By Zoë Kirsch | April 10, 2020

When 22-year-old Lillian Acosta learned that New York City schools would close due to the coronavirus, she suddenly felt a strange kinship with the parents among her co-workers.

Acosta, who has been working her ed tech job remotely from her family’s home in Queens since the pandemic hit, took notes as her colleagues asked each other for tutor referrals and tips for getting their children through lessons.

Acosta doesn’t have any kids of her own. She was gathering information on behalf of somebody else: her 14-year-old brother, who has an Individualized Education Program for his special needs and has been struggling with the transition to online learning.

“A lot of people are dealing with their children,” she says. “For me, it’s Edward.”

While she doesn’t personally know anyone in her situation, Lillian Acosta isn’t alone. School closures due to the coronavirus have left thousands of young New Yorkers saddled with an enormous new responsibility: leading their siblings through online learning at home.

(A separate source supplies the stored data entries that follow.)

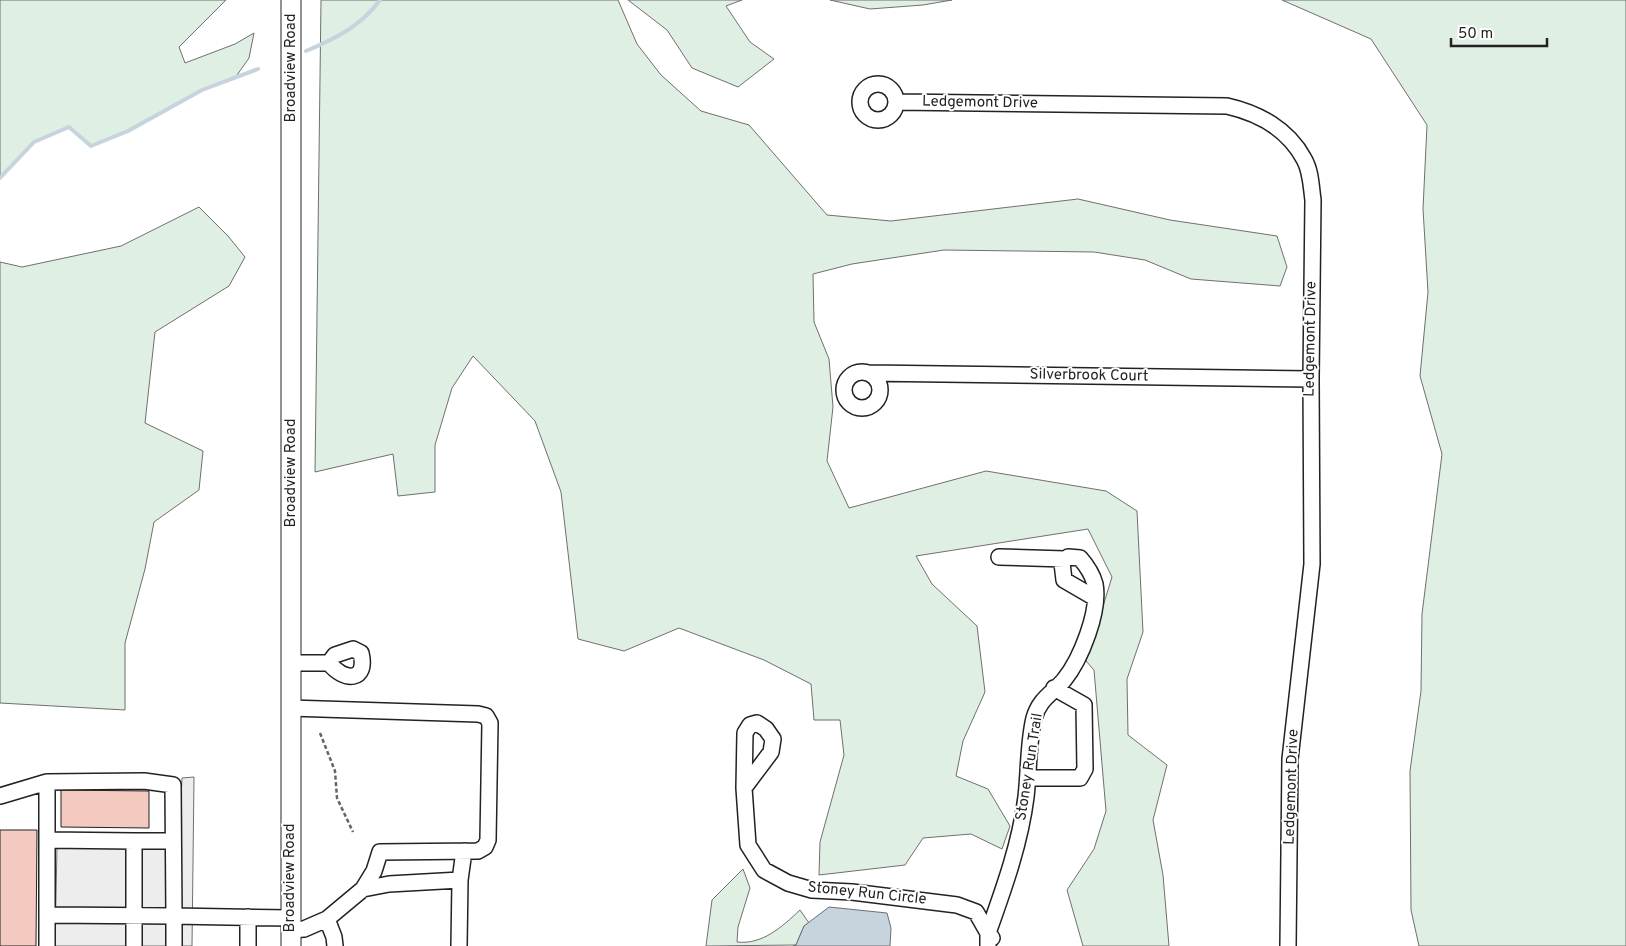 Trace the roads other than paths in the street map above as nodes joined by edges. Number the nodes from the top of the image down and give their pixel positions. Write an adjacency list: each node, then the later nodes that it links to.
1 (291, 0): 9 (main road, Broadview Road)
2 (896, 102): 4 (street, Ledgemont Drive)
3 (868, 373): 4 (street, Silverbrook Court)
4 (1310, 379): 36 (street, Ledgemont Drive)
5 (999, 557): 6 (street)
6 (1065, 560): 7 (street); 7 (street, Stoney Run Trail)
7 (1095, 598): 10 (street, Stoney Run Trail)
8 (329, 663): 9 (street)
9 (290, 664): 11 (main road, Broadview Road)
10 (1054, 688): 12 (street, Stoney Run Trail); 12 (street)
11 (290, 708): 19 (street); 27 (main road, Broadview Road)
12 (1028, 778): 28 (street, Stoney Run Trail)
13 (47, 782): 15 (street); 16 (street); 18 (street)
14 (744, 788): 28 (street, Stoney Run Circle)
15 (0, 796)
16 (47, 840): 17 (street); 22 (street)
17 (134, 841): 18 (street); 23 (street)
18 (173, 841): 24 (street)
19 (464, 851): 20 (street); 21 (street)
20 (460, 880): 21 (street); 34 (street)
21 (363, 889): 26 (street)
22 (47, 915): 23 (street); 29 (street)
23 (134, 915): 24 (street); 30 (street)
24 (174, 916): 25 (street); 31 (street)
25 (248, 917): 27 (street); 32 (street)
26 (327, 919): 27 (street); 33 (street)
27 (290, 931)
28 (988, 939): 35 (street)
29 (47, 946)
30 (134, 946)
31 (174, 946)
32 (248, 946)
33 (335, 946)
34 (459, 946)
35 (997, 946)
36 (1288, 946)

The burden has been felt most acutely by youth in low-income communities of color whose workload has suddenly grown from afterschool care for younger brothers and sisters to all-day homeschooling. Some already counted corresponding with teachers and translating for family among their responsibilities when the coronavirus took hold. Their parents tend to work long hours; if they’re immigrants, they’re less likely to be comfortable speaking English and more likely to rely on their older children to navigate the American school system.

Many of these young people are simultaneously juggling competing duties, such as earning enough money to put food on the table. Still in school themselves or just barely out of it, they spend their days coaching, cajoling and advocating on their siblings’ behalf — ultimately sacrificing hours of their own time to help others learn. Remote education isn’t just a heavy lift for parents, it turns out — it’s a strain for older siblings, too.

Data on education-related sibling caregiving is scarce; it’s only within the past decade that researchers have started looking at the issue in its own right, and many studies have used small sample sizes. The most recently available data on the issue show that, as of 2005, there were around 1.4 million kids and teens tending to someone in their family — with about 11 percent of those young people in charge of a sibling.

Each morning, Acosta settles into her spot at the coffee table in her family’s living room, about 10 feet away from her brother, whose books are spread across the dining room table. Their mother, who in safer times works as a housekeeper, cooks and cleans their home and occasionally FaceTimes with family in Brazil.

The transition to online learning has been particularly challenging for Edward, a freshman at the 1,600-student Richmond Hill High School who likes math and making TikTok videos and reads at a third-grade level. In school, he receives speech therapy and reading help. Although he’s been in touch with his guidance counselor and gotten extra reading support once a week online, it wasn’t until two weeks into homeschooling that someone contacted him about restarting his speech therapy.

“Remote learning requires a lot of independence,” explains Maggie Moroff, special education policy coordinator at Advocates for Children of New York, a nonprofit working on behalf of marginalized students. “By definition, if you get special ed services, it means you need more support above and beyond your peers.”

Acosta says that Edward’s distance learning curriculum doesn’t provide him with enough structure. “He hates it,” she says. “It’s a really big adjustment.”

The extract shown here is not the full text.